### What you should do
Copy out every line of the records in which "MONBIJOUSTRASSE" can be found.

Saved data entries:

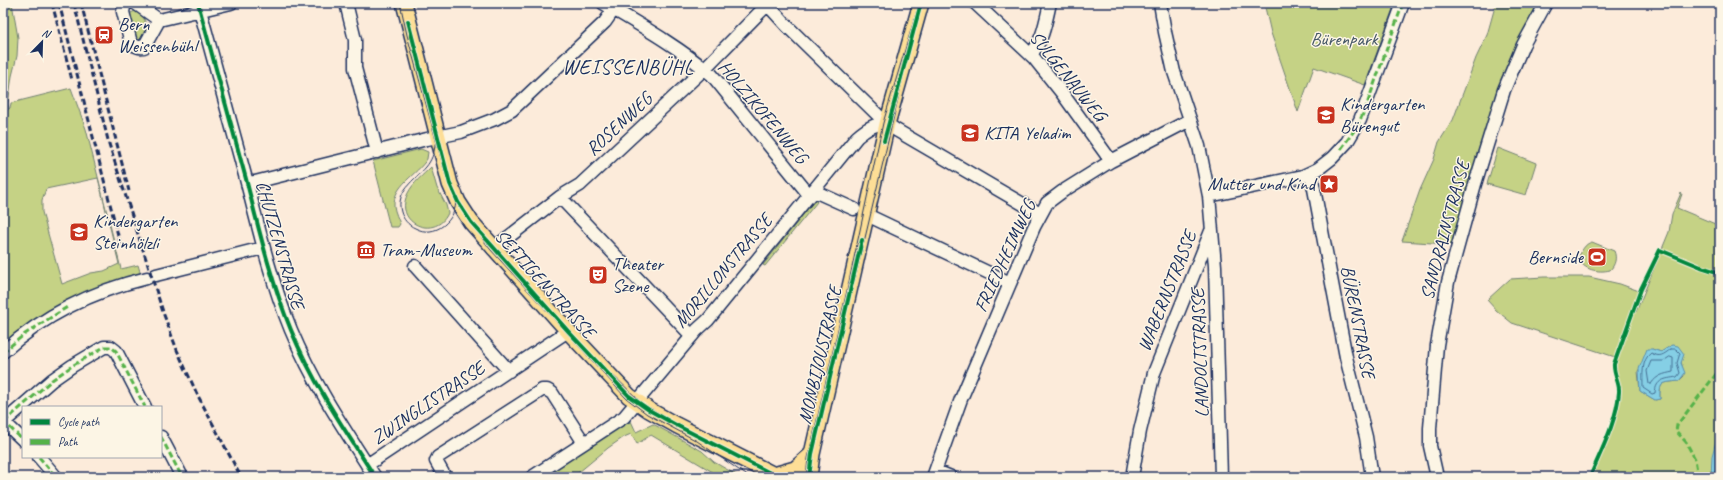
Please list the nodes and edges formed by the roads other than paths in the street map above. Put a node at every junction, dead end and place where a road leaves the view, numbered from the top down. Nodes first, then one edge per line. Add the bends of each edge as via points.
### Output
1 (127, 3) edge
2 (135, 3) edge
3 (231, 3) edge
4 (346, 3) edge
5 (404, 3) edge
6 (604, 3) edge
7 (921, 3) edge
8 (975, 3) edge
9 (1050, 3) edge
10 (1160, 3) edge
11 (1404, 3) edge
12 (1546, 3) edge
13 (767, 4) edge
14 (199, 7) edge
15 (614, 9) junction
16 (159, 20) junction
17 (1031, 54) junction
18 (704, 69) junction
19 (1190, 120) junction
20 (887, 124) junction
21 (439, 137) junction
22 (377, 152) junction
23 (1111, 160) junction
24 (1311, 173) junction
25 (247, 183) junction
26 (812, 193) junction
27 (560, 196) junction
28 (1209, 196) junction
29 (860, 212) junction
30 (1040, 214) junction
31 (1212, 228) junction
32 (263, 248) junction
33 (493, 249) junction
34 (415, 266) dead end
35 (1010, 283) junction
36 (568, 331) junction
37 (692, 336) junction
38 (3, 352) edge
39 (509, 371) junction
40 (638, 402) junction
41 (145, 406) edge
42 (4, 421) edge
43 (22, 439) edge
44 (162, 439) edge
45 (584, 443) junction
46 (812, 454) junction
47 (40, 458) edge
48 (367, 465) junction
49 (935, 474) edge
50 (776, 476) edge
51 (56, 477) edge
52 (182, 477) edge
53 (375, 477) edge
54 (445, 477) edge
55 (532, 477) edge
56 (809, 477) edge
57 (951, 477) edge
58 (1132, 477) edge
59 (1221, 477) edge
60 (1372, 477) edge
61 (1437, 477) edge

1 - 16 street via 123,12 131,43 134,45 144,47
2 - 16 street
3 - 14 street
4 - 22 street via 355,38 355,68
5 - 21 main road, SEFTIGENSTRASSE
6 - 15 street, HOLZIKOFENWEG
7 - 20 main road, MONBIJOUSTRASSE
8 - 17 street, SULGENAUWEG
9 - 17 street via 1041,38
10 - 19 street, WABERNSTRASSE via 1174,72
11 - 24 street via 1356,128 1332,158
12 - 61 street, SANDRAINSTRASSE via 1523,45 1504,90 1448,282 1437,345 1430,428 1430,446
13 - 18 street, ROSENWEG
13 - 20 street
14 - 16 street
14 - 25 street, CHUTZENSTRASSE
15 - 18 street, HOLZIKOFENWEG
15 - 21 street via 605,22 512,110 488,122
17 - 23 street, SULGENAUWEG
18 - 26 street, HOLZIKOFENWEG
18 - 27 street, ROSENWEG via 580,185
19 - 23 street, FRIEDHEIMWEG
19 - 28 street, WABERNSTRASSE via 1199,146
20 - 26 street, MORILLONSTRASSE via 875,125 860,134
20 - 29 main road, MONBIJOUSTRASSE
20 - 30 street
21 - 22 street
21 - 33 main road, SEFTIGENSTRASSE via 450,184 456,198
22 - 25 street
23 - 30 street, FRIEDHEIMWEG via 1052,198
24 - 28 street
24 - 60 street, BÜRENSTRASSE
25 - 32 street, CHUTZENSTRASSE
26 - 29 street, HOLZIKOFENWEG
26 - 37 street, MORILLONSTRASSE
27 - 33 street, ROSENWEG
27 - 37 street
28 - 31 street, WABERNSTRASSE
29 - 35 street, HOLZIKOFENWEG
29 - 46 main road, MONBIJOUSTRASSE
30 - 35 street, FRIEDHEIMWEG
31 - 58 street, WABERNSTRASSE via 1154,373
31 - 59 street, LANDOLTSTRASSE
32 - 38 street via 152,276 97,293 69,306 25,334
32 - 48 street, CHUTZENSTRASSE via 284,312 312,374 333,413
33 - 36 main road, SEFTIGENSTRASSE
34 - 39 street, ZWINGLISTRASSE
35 - 49 street, FRIEDHEIMWEG via 961,399
36 - 39 street, ZWINGLISTRASSE
36 - 40 main road, SEFTIGENSTRASSE via 623,390
37 - 40 street, MORILLONSTRASSE
39 - 48 street, ZWINGLISTRASSE
40 - 45 street, MORILLONSTRASSE via 624,417
40 - 50 main road, SEFTIGENSTRASSE via 712,445
41 - 42 street via 118,354 113,348 107,347 62,372
42 - 43 street
44 - 52 street
45 - 54 street via 552,393 542,390 438,457 437,464
45 - 55 street, MORILLONSTRASSE
46 - 50 main road via 795,469
46 - 56 main road, MONBIJOUSTRASSE
47 - 51 street
48 - 53 street, CHUTZENSTRASSE
49 - 57 street

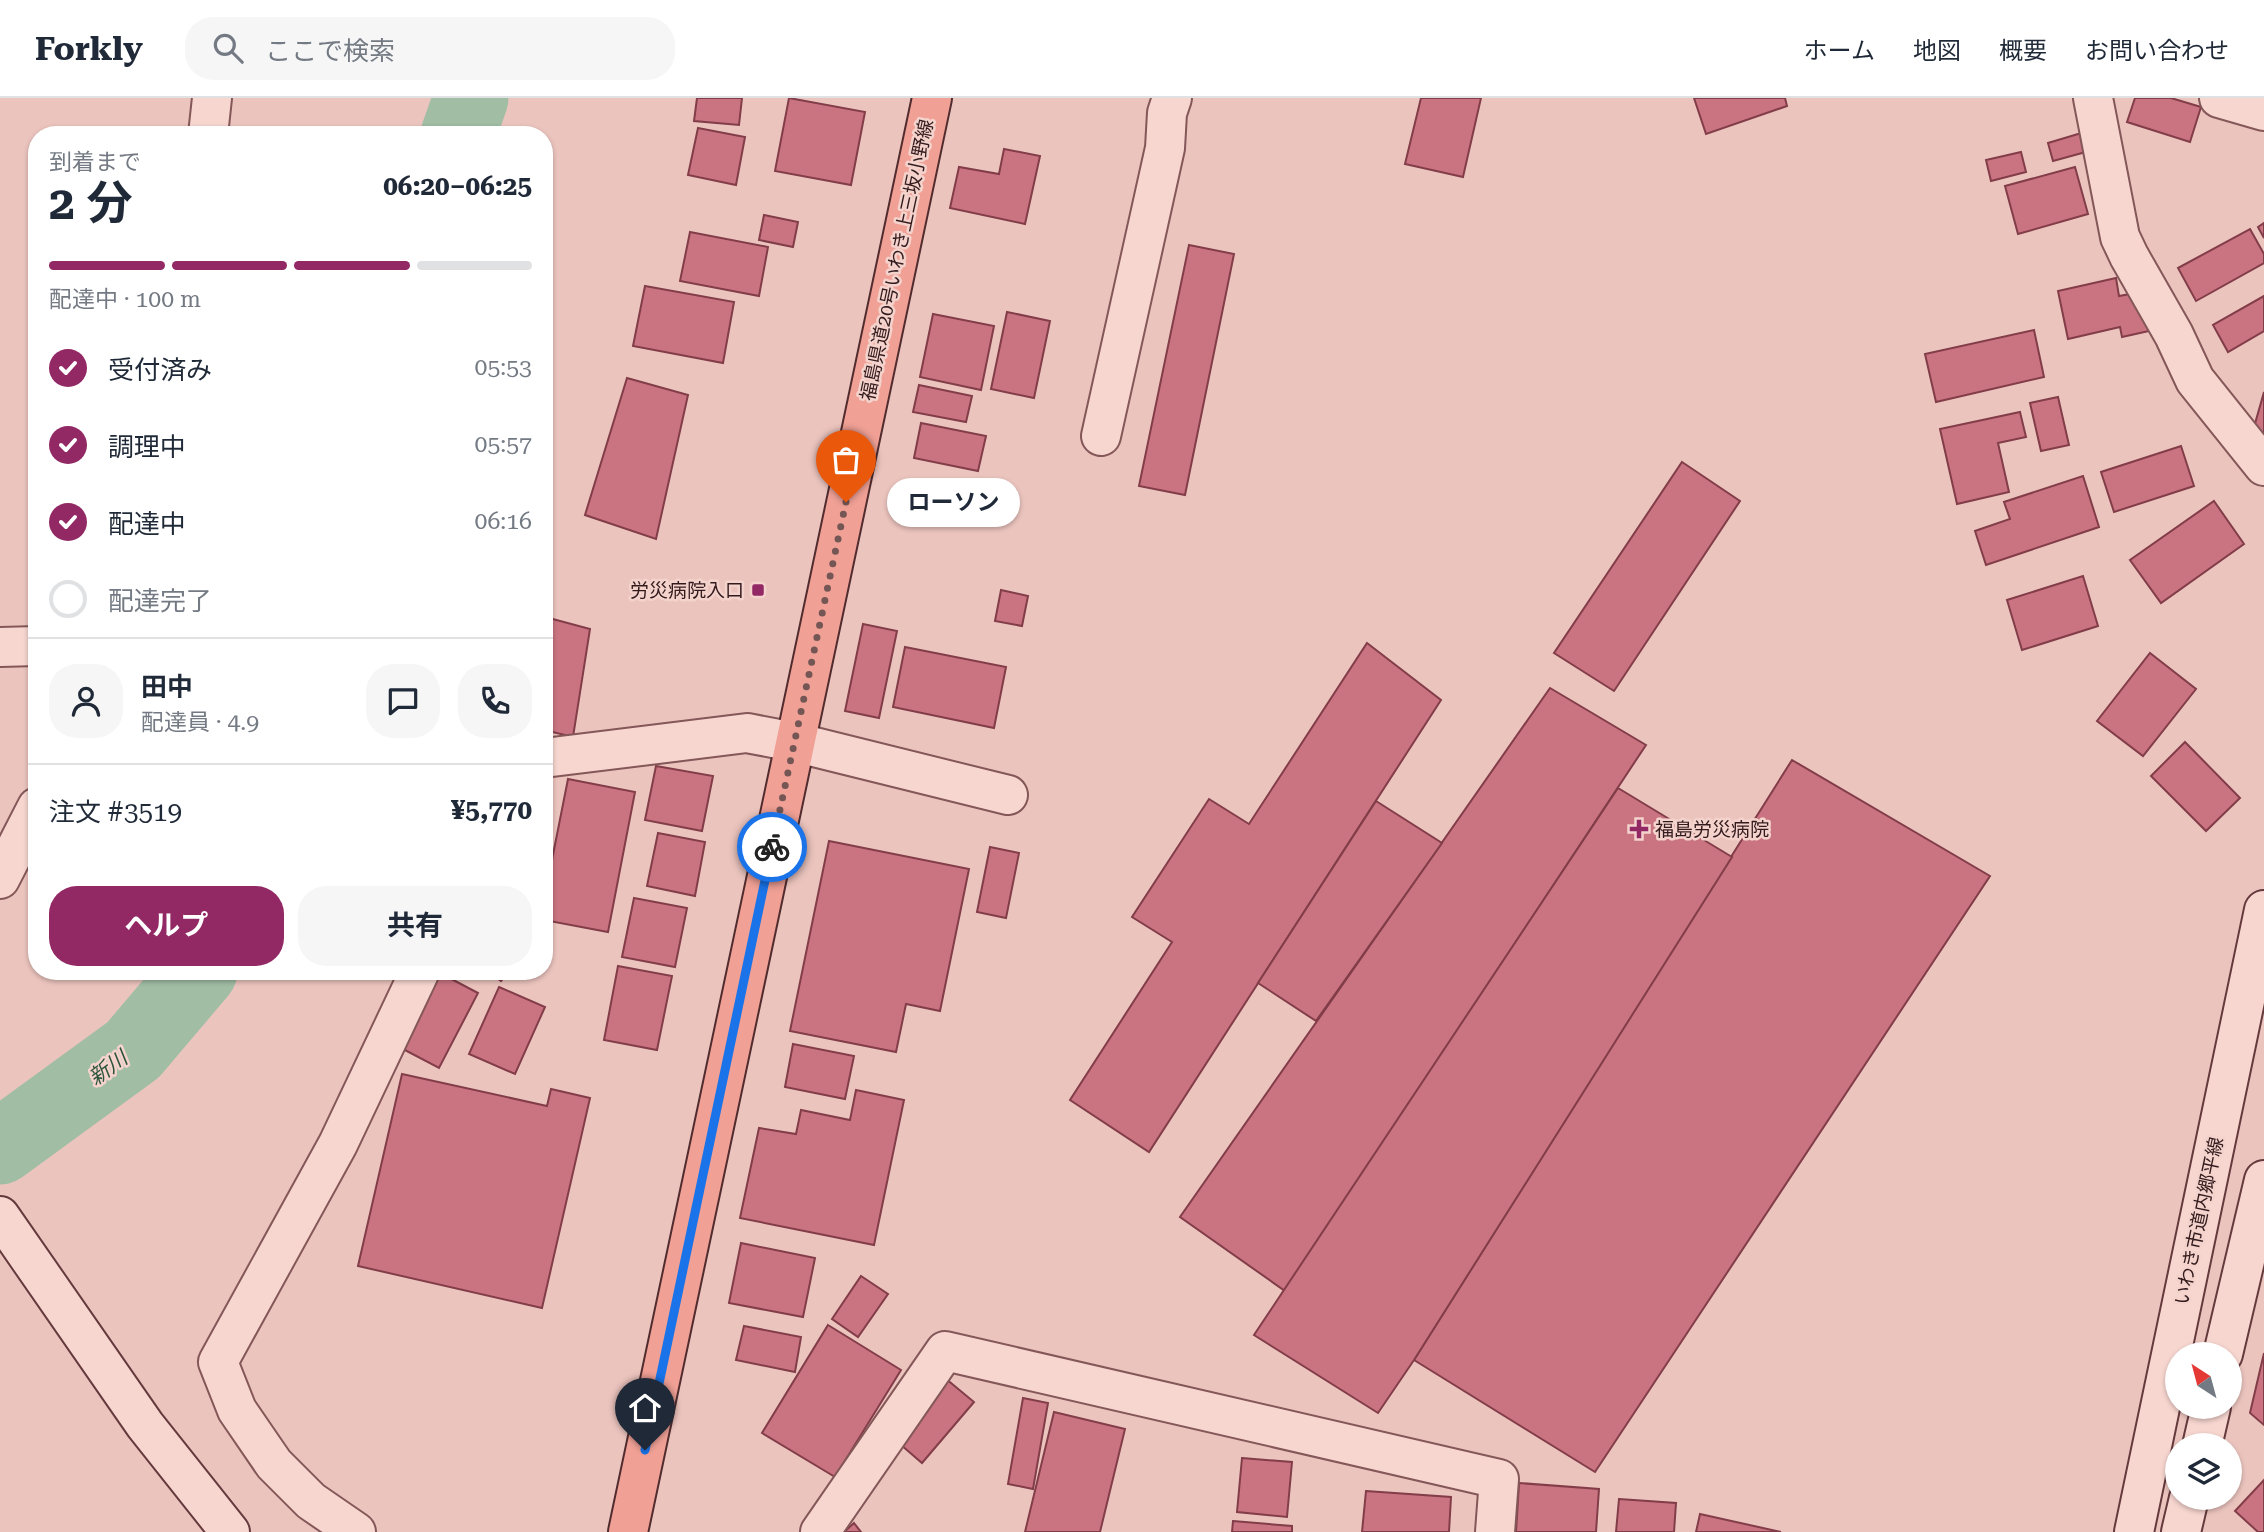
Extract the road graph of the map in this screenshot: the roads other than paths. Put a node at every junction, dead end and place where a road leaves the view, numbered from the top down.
1 (212, 98) edge
2 (932, 98) edge
3 (1172, 98) edge
4 (2093, 98) edge
5 (2219, 98) edge
6 (2264, 111) edge
7 (209, 126) edge
8 (1101, 436) dead end
9 (2264, 466) edge
10 (28, 646) edge
11 (0, 647) edge
12 (794, 742) junction
13 (553, 757) edge
14 (1008, 795) dead end
15 (28, 825) edge
16 (0, 879) edge
17 (2264, 910) edge
18 (416, 980) edge
19 (2255, 1004) edge
20 (2264, 1180) edge
21 (0, 1216) edge
22 (2226, 1342) edge
23 (2186, 1510) edge
24 (230, 1532) edge
25 (356, 1532) edge
26 (628, 1532) edge
27 (820, 1532) edge
28 (1495, 1532) edge
29 (2134, 1532) edge
30 (2181, 1532) edge

1 - 7 street
2 - 12 main road, 福島県道20号いわき上三坂小野線
3 - 8 street
4 - 9 street
5 - 6 street
10 - 11 street
12 - 13 street
12 - 14 street
12 - 26 main road, 福島県道20号いわき上三坂小野線
15 - 16 street
17 - 19 street, いわき市道内郷平線
18 - 25 street
19 - 29 street, いわき市道内郷平線
20 - 22 street
21 - 24 street
23 - 30 street
27 - 28 street

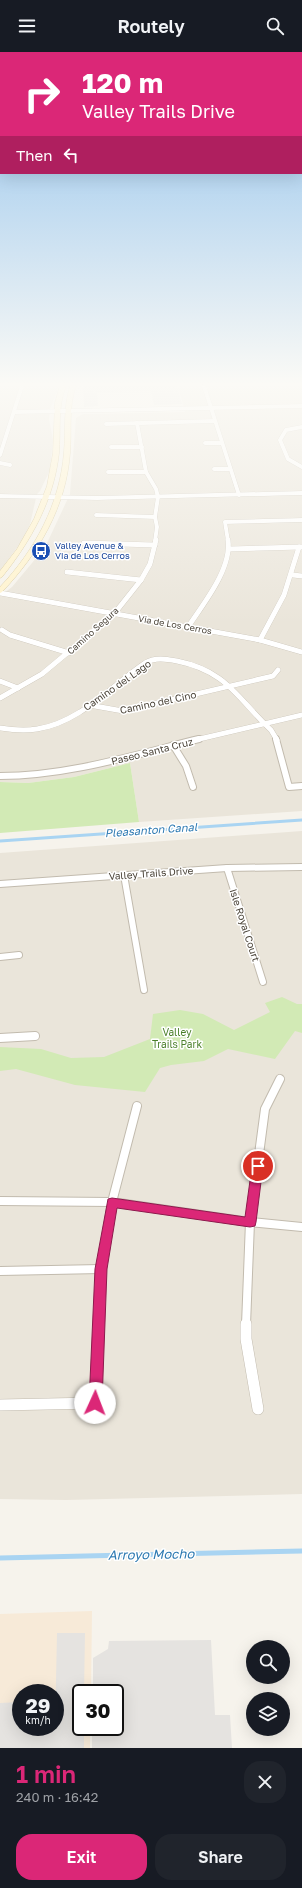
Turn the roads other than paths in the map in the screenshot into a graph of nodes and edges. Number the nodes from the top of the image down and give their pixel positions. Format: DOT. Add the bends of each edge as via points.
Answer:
graph roads {
  1 [pos="54,465"];
  2 [pos="66,465"];
  3 [pos="145,465"];
  4 [pos="229,465"];
  5 [pos="214,469"];
  6 [pos="230,469"];
  7 [pos="108,472"];
  8 [pos="146,472"];
  9 [pos="302,493"];
  10 [pos="239,495"];
  11 [pos="0,496"];
  12 [pos="158,497"];
  13 [pos="45,498"];
  14 [pos="57,498"];
  15 [pos="96,515"];
  16 [pos="155,517"];
  17 [pos="302,520"];
  18 [pos="84,543"];
  19 [pos="155,545"];
  20 [pos="300,547"];
  21 [pos="229,549"];
  22 [pos="67,572"];
  23 [pos="293,575"];
  24 [pos="0,576"];
  25 [pos="302,576"];
  26 [pos="141,580"];
  27 [pos="0,592"];
  28 [pos="114,614"];
  29 [pos="188,627"];
  30 [pos="2,630"];
  31 [pos="260,640"];
  32 [pos="69,652"];
  33 [pos="302,652"];
  34 [pos="278,670"];
  35 [pos="0,681"];
  36 [pos="227,686"];
  37 [pos="18,688"];
  38 [pos="0,698"];
  39 [pos="89,705"];
  40 [pos="302,715"];
  41 [pos="264,724"];
  42 [pos="0,728"];
  43 [pos="173,745"];
  44 [pos="0,776"];
  45 [pos="302,786"];
  46 [pos="193,787"];
  47 [pos="302,867"];
  48 [pos="227,868"];
  49 [pos="124,875"];
  50 [pos="0,884"];
  51 [pos="19,955"];
  52 [pos="0,957"];
  53 [pos="263,982"];
  54 [pos="144,990"];
  55 [pos="35,1036"];
  56 [pos="0,1038"];
  57 [pos="280,1079"];
  58 [pos="137,1106"];
  59 [pos="0,1201"];
  60 [pos="112,1202"];
  61 [pos="250,1222"];
  62 [pos="302,1227"];
  63 [pos="101,1269"];
  64 [pos="0,1271"];
  65 [pos="0,1405"];
  66 [pos="258,1410"];
  1 -- 13 [label="main road"];
  2 -- 14 [label="main road"];
  3 -- 8 [label="street"];
  4 -- 6 [label="street"];
  5 -- 6 [label="street"];
  6 -- 10 [label="street"];
  7 -- 8 [label="street"];
  8 -- 12 [label="street"];
  9 -- 10 [label="street"];
  10 -- 12 [label="street"];
  11 -- 13 [label="street"];
  12 -- 14 [label="street"];
  12 -- 16 [label="street, Camino Segura"];
  13 -- 14 [label="street"];
  13 -- 24 [label="main road" via="28,537 17,556"];
  14 -- 27 [label="main road" via="50,519 30,558"];
  15 -- 16 [label="street"];
  16 -- 19 [label="street, Camino Segura"];
  17 -- 21 [label="street" via="225,522"];
  18 -- 19 [label="street"];
  19 -- 26 [label="street, Camino Segura" via="150,564"];
  20 -- 21 [label="street"];
  20 -- 23 [label="street"];
  21 -- 29 [label="street" via="219,579"];
  22 -- 26 [label="street"];
  23 -- 25 [label="street"];
  23 -- 31 [label="street" via="279,609"];
  26 -- 28 [label="street, Camino Segura"];
  27 -- 28 [label="street, Via de Los Cerros"];
  28 -- 29 [label="street, Via de Los Cerros"];
  28 -- 32 [label="street, Camino Segura"];
  29 -- 31 [label="street, Via de Los Cerros"];
  30 -- 32 [label="street" via="10,635"];
  31 -- 33 [label="street, Via de Los Cerros"];
  32 -- 37 [label="street, Camino Segura" via="42,674"];
  34 -- 36 [label="street, Camino del Cino" via="272,676"];
  35 -- 37 [label="street"];
  36 -- 39 [label="street, Camino del Cino" via="123,711"];
  36 -- 39 [label="street, Camino del Lago" via="207,669 154,659"];
  36 -- 41 [label="street, Camino del Lago"];
  37 -- 38 [label="street, Camino Segura"];
  39 -- 42 [label="street, Camino del Lago" via="57,725 27,730"];
  40 -- 41 [label="street, Paseo Santa Cruz"];
  41 -- 43 [label="street, Paseo Santa Cruz"];
  41 -- 45 [label="street, Camino del Lago" via="276,738 289,787"];
  43 -- 44 [label="street, Paseo Santa Cruz" via="73,769"];
  43 -- 46 [label="street" via="186,766"];
  47 -- 48 [label="street, Valley Trails Drive"];
  48 -- 49 [label="street, Valley Trails Drive"];
  48 -- 53 [label="street, Isle Royal Court"];
  49 -- 50 [label="street, Valley Trails Drive"];
  49 -- 54 [label="street"];
  51 -- 52 [label="street"];
  55 -- 56 [label="street"];
  57 -- 61 [label="street" via="265,1109"];
  58 -- 60 [label="street"];
  59 -- 60 [label="street"];
  60 -- 61 [label="street"];
  60 -- 63 [label="street"];
  61 -- 62 [label="street"];
  61 -- 66 [label="street" via="246,1338"];
  63 -- 64 [label="street"];
  63 -- 65 [label="street" via="95,1403"];
}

### Response
7 - 20 main road, MONBIJOUSTRASSE
20 - 29 main road, MONBIJOUSTRASSE
29 - 46 main road, MONBIJOUSTRASSE
46 - 56 main road, MONBIJOUSTRASSE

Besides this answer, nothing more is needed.